With the limited number of specialist physicians and ease of use of DAA agents, it is logical to shift the task of addressing HCV treatment in the United States to nonspecialist healthcare providers and advanced practice providers according to their scope of practice with oversight from a specialist physician. While our task-shifting treatment protocol includes the use of telephones, pagers, EMR, and computers with access to high-speed Internet, we have recognized that throughout our experience with second-generation DAA agents, there was rarely a need for our hepatologist to intervene for medical adherence, tolerance, laboratory results, and medication-related side effects.
Conclusions
In conclusion, e-health and e-platforms have been the backbone to our implementation of DAAs in the setting of task-shifting at our outreach clinics. They brought efficiency to the setup and allowed for direct and secure communication among providers and patients; without e-health and e-portals, the increase in capacity, the remote management of HCV patients, and the implementation of task-shifting would not have been possible.
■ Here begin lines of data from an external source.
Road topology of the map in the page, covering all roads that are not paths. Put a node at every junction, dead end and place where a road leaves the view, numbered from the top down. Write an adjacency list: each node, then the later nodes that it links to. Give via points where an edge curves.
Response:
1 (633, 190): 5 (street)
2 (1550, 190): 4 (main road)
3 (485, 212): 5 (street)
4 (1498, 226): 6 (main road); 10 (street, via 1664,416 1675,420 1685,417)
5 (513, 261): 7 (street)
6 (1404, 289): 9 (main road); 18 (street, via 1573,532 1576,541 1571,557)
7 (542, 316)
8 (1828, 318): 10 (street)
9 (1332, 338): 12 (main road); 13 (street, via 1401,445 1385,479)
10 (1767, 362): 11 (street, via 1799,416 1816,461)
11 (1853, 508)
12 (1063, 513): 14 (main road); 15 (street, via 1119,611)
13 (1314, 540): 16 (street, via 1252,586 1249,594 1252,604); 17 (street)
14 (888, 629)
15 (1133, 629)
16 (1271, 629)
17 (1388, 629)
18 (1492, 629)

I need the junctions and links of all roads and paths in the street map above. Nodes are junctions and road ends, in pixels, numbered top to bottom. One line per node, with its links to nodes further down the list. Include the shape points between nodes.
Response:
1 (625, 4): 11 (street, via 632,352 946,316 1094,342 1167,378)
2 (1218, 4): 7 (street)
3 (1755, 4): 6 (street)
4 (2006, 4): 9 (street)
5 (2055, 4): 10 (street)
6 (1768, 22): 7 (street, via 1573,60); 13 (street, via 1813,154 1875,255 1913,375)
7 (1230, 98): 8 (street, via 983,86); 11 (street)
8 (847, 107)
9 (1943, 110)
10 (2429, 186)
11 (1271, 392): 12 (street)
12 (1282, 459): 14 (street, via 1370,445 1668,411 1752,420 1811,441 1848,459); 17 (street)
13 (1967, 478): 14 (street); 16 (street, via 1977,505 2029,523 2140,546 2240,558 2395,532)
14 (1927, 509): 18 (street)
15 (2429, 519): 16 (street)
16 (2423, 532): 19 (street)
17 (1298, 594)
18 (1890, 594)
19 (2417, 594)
The last two decades have heralded the rapid utilization of the Internet in conjunction with an ever-adapting software/hardware industry. This advancement in technology has helped the medical community start its nationwide transition to an EMR system. Moreover, these technological advancements have created secure ways for healthcare providers and patients to communicate almost instantaneously. While we have highlighted the importance of e-health in the management of HCV through the task-shifting treatment model, telemedicine is also a field with tremendous practical implications in this area. Others have already ventured into utilizing telemedicine with nonspecialist primary care physicians to diagnose and refer HCV-infected patients in rural areas. 11 Telemedicine, in conjunction with task-shifting, may further efforts to battle HCV.
Footnotes
Acknowledgments
E.R.Y. participated in study concept and design; acquisition of data, analysis and interpretation of data, and drafting of the initial and final article. R.B.P., G.C., C.R.J. participated in study concept and design, interpretation of data, and critical revision of the article. A.A. participated in study concept and design; analysis and interpretation of data, drafting of the article, critical revision of the article, and study supervision.
Disclosure Statement
A.A. is a consultant and advisory board member for AbbVie Pharmaceuticals, Gilead Sciences, and Janssen Pharmaceuticals. A.A. has research funding/grant from Gilead Sciences. There are no relevant disclosures for all other authors.